Scan the entries that follow and copy out every line containing "dead".

*Information supplied*:
--*--

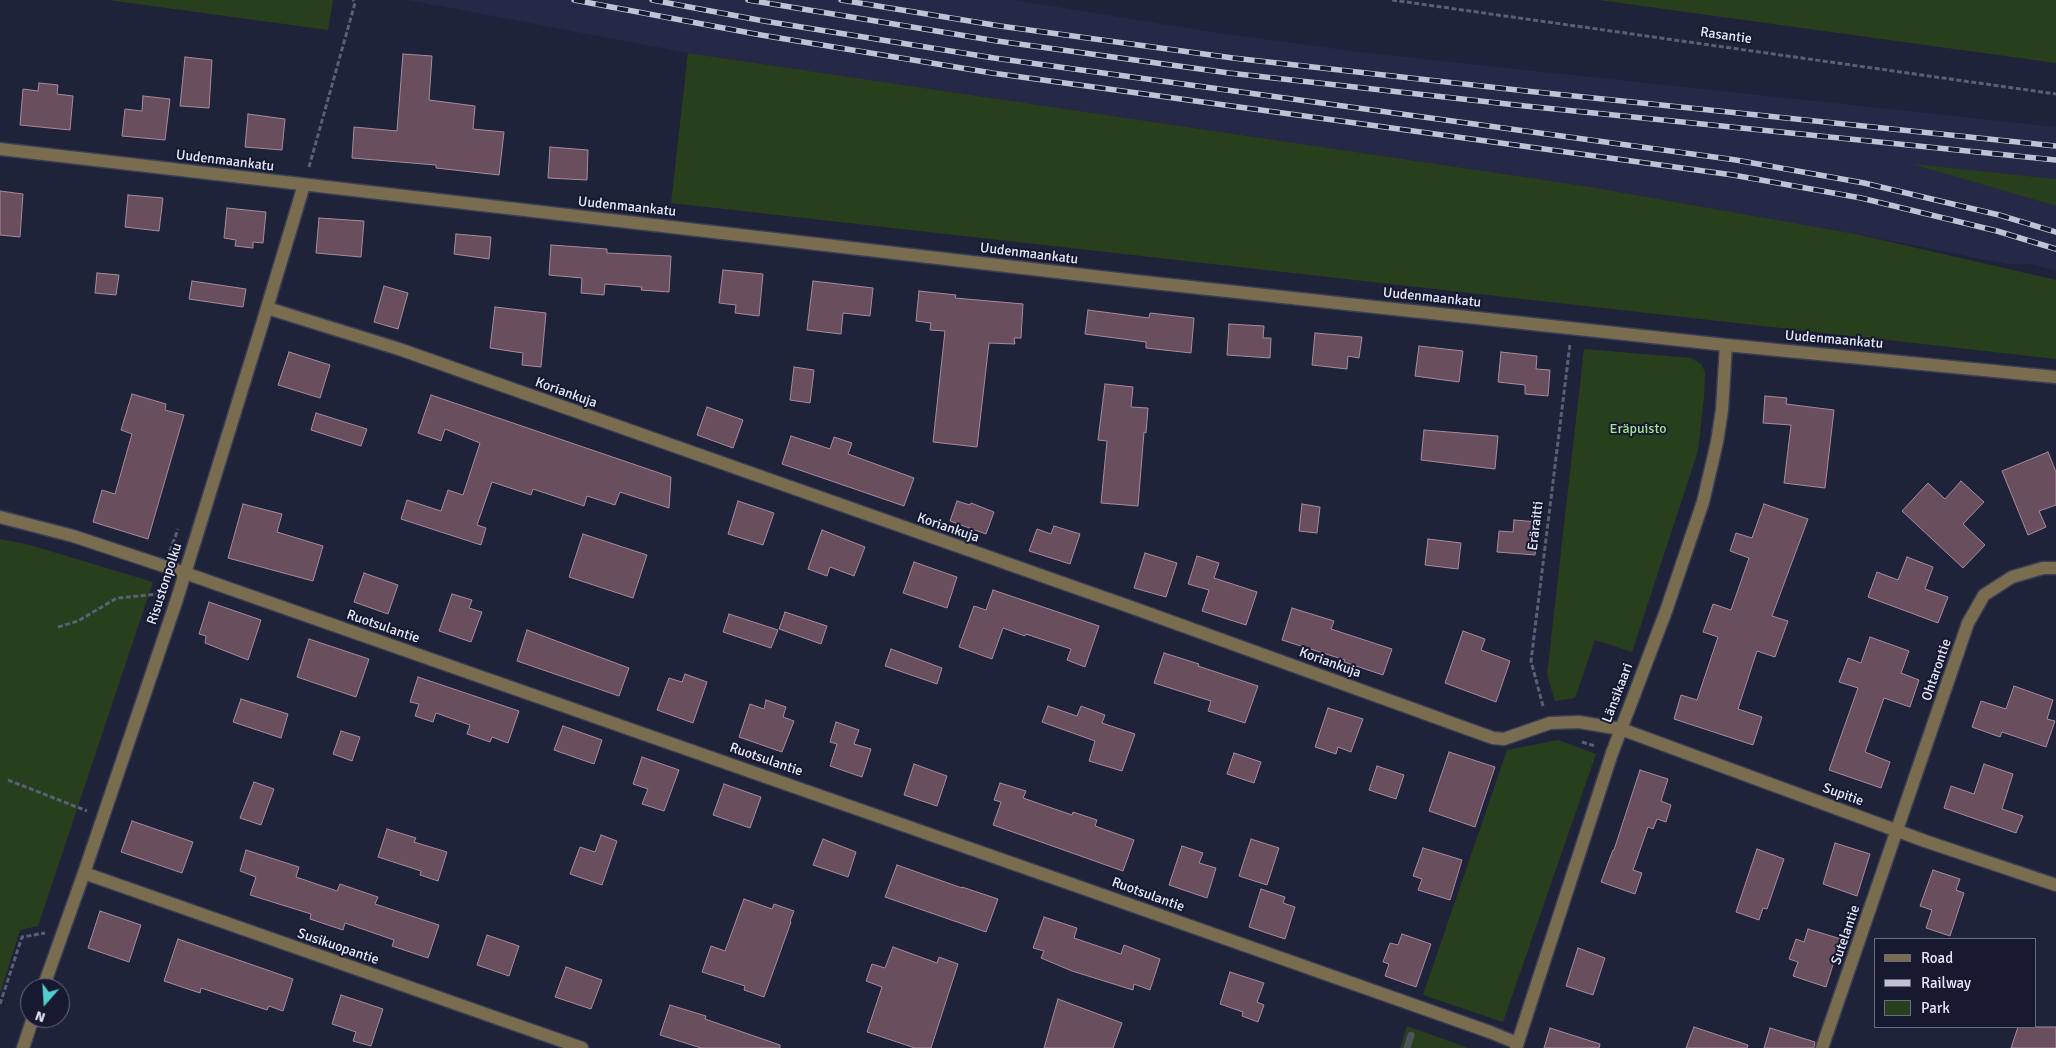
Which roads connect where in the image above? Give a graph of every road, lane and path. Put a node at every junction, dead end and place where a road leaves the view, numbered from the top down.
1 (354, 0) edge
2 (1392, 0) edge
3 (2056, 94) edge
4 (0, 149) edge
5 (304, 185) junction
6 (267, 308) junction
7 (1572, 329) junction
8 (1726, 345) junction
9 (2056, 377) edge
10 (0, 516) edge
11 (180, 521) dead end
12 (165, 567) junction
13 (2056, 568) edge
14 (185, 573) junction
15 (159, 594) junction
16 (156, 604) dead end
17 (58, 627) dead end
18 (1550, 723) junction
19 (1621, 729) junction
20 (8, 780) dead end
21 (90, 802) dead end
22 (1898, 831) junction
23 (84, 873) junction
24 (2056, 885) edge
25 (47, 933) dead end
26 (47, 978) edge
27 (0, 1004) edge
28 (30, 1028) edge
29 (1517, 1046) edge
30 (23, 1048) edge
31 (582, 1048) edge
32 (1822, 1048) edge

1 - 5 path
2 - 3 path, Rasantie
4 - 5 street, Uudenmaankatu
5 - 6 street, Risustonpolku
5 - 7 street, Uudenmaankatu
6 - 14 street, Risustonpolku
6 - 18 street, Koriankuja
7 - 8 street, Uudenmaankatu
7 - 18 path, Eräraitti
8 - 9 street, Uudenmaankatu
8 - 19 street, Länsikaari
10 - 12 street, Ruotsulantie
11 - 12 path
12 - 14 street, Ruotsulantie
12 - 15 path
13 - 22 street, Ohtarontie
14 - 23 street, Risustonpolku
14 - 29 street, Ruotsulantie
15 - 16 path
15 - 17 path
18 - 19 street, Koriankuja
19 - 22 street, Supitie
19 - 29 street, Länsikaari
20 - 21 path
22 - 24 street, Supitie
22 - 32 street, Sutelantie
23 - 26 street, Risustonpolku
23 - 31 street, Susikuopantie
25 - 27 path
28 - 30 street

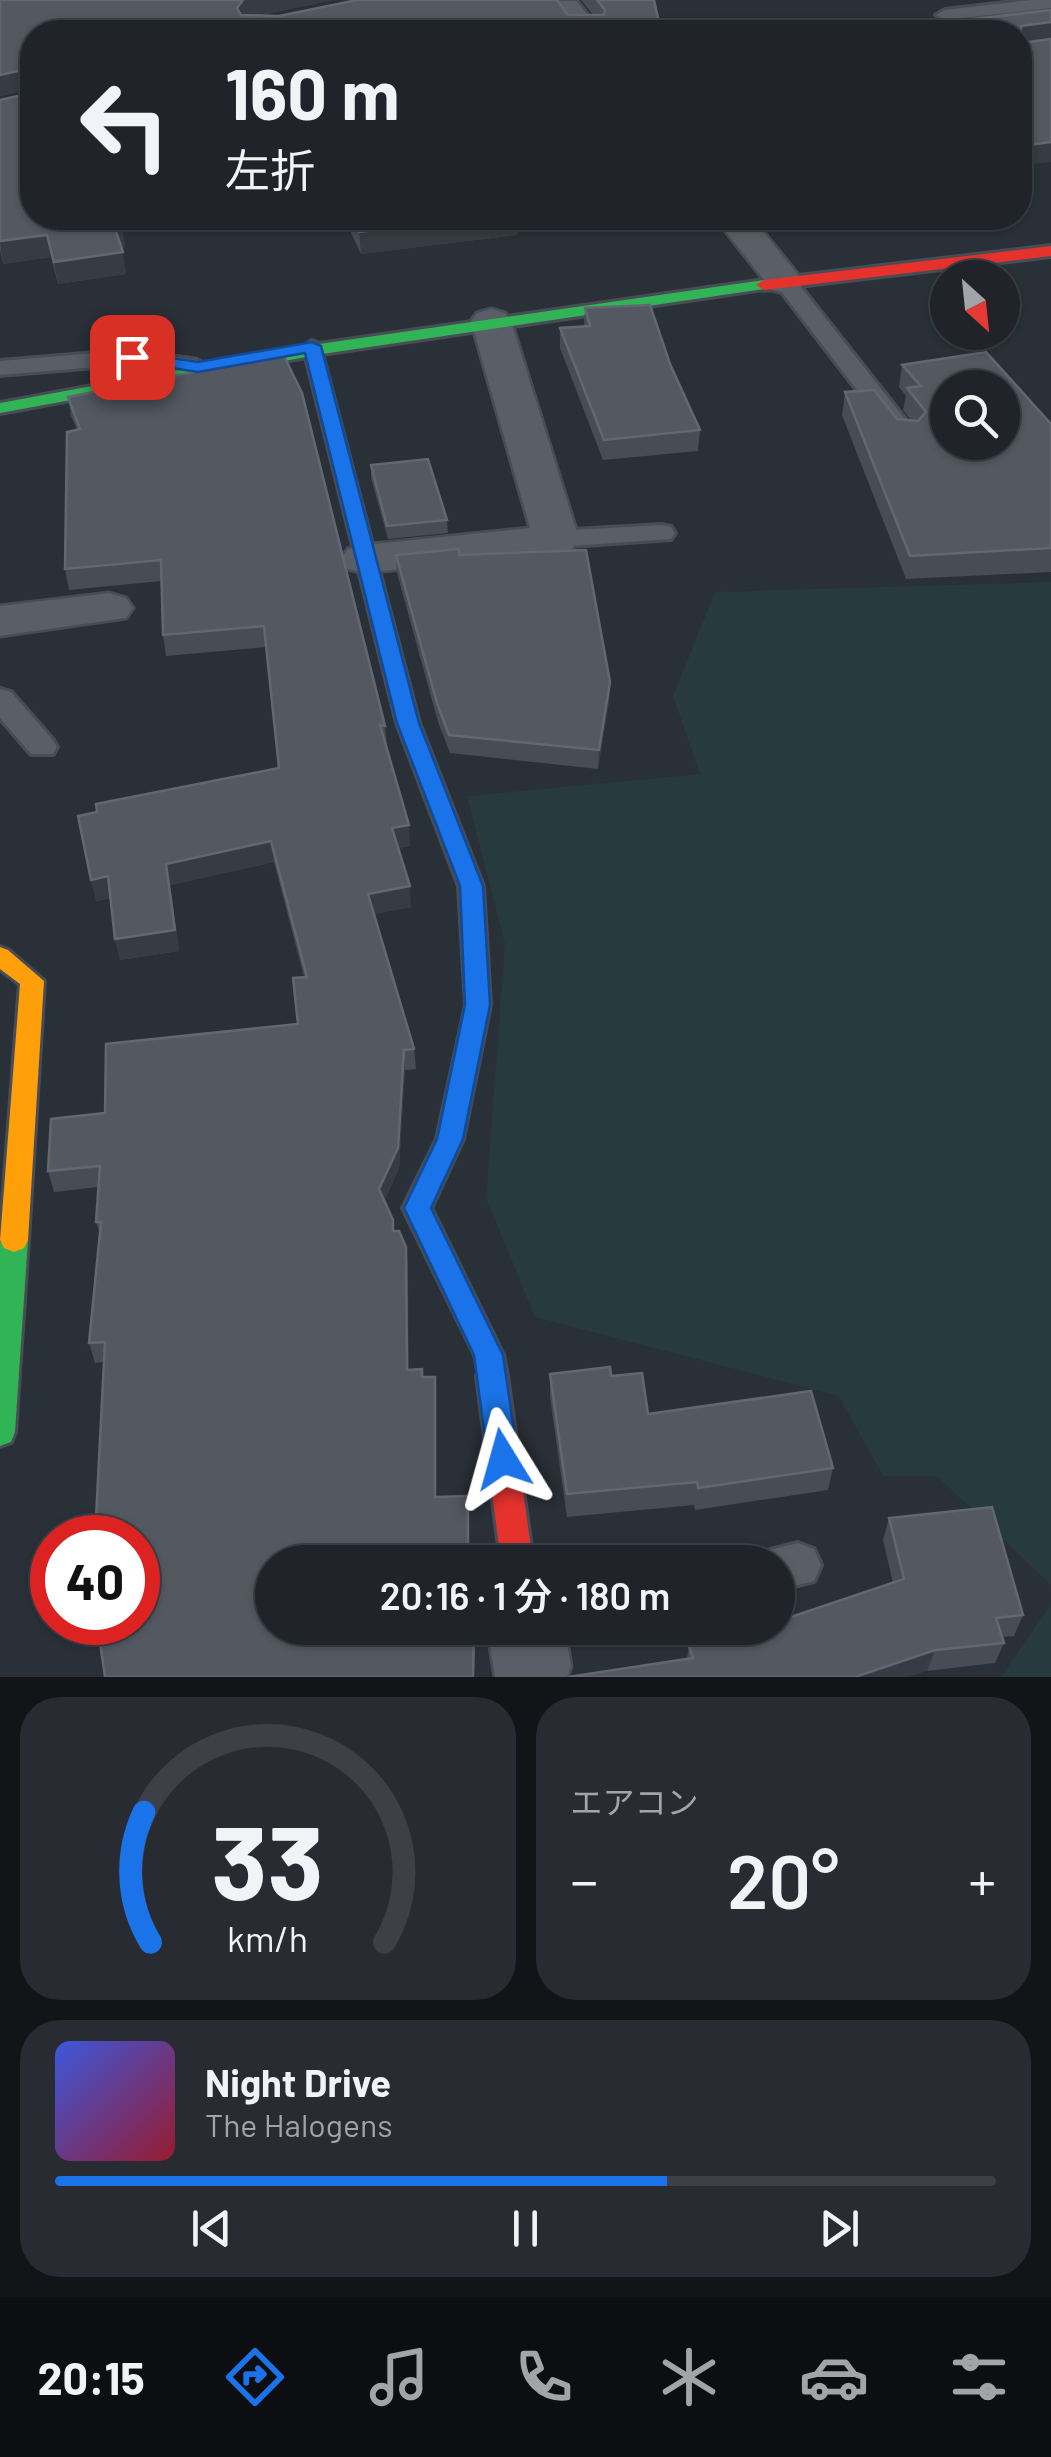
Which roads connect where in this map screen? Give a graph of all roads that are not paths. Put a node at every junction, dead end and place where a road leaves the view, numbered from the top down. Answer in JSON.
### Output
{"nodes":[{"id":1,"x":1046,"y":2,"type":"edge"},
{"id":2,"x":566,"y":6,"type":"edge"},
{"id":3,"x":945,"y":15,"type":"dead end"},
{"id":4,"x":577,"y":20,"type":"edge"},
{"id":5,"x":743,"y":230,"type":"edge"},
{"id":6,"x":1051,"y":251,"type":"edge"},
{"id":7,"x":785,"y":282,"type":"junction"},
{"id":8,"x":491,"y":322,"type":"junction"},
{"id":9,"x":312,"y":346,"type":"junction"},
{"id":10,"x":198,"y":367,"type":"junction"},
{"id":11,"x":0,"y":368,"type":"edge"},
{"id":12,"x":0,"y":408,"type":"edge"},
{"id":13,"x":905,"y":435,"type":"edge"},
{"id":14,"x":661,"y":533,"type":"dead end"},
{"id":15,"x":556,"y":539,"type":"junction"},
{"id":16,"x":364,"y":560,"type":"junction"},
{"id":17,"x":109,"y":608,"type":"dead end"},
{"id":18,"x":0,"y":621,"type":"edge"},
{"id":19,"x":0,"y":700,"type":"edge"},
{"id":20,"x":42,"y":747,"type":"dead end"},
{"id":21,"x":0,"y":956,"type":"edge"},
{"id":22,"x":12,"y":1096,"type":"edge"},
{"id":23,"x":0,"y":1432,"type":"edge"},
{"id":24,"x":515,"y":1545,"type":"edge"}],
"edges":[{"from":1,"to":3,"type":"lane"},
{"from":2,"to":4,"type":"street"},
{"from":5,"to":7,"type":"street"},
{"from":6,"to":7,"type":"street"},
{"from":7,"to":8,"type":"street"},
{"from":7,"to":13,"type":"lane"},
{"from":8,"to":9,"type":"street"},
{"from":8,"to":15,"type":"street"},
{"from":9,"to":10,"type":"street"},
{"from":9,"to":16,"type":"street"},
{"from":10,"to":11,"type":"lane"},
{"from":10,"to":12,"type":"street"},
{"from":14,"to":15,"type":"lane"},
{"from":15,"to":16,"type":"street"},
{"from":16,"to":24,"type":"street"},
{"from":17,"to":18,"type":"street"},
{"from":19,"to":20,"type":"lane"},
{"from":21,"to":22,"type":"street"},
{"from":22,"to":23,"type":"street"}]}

--*--

*Exercise answer*:
Which roads connect where in the image above? Give a graph of every road, lane and path. Put a node at every junction, dead end and place where a road leaves the view, numbered from the top down.
11 (180, 521) dead end
16 (156, 604) dead end
17 (58, 627) dead end
20 (8, 780) dead end
21 (90, 802) dead end
25 (47, 933) dead end
Which roads connect where in this map screen? Give a graph of all roads that are not paths. Put a node at every junction, dead end and place where a road leaves the view, numbered from the top down. Answer in JSON.
{"id":3,"x":945,"y":15,"type":"dead end"},
{"id":14,"x":661,"y":533,"type":"dead end"},
{"id":17,"x":109,"y":608,"type":"dead end"},
{"id":20,"x":42,"y":747,"type":"dead end"},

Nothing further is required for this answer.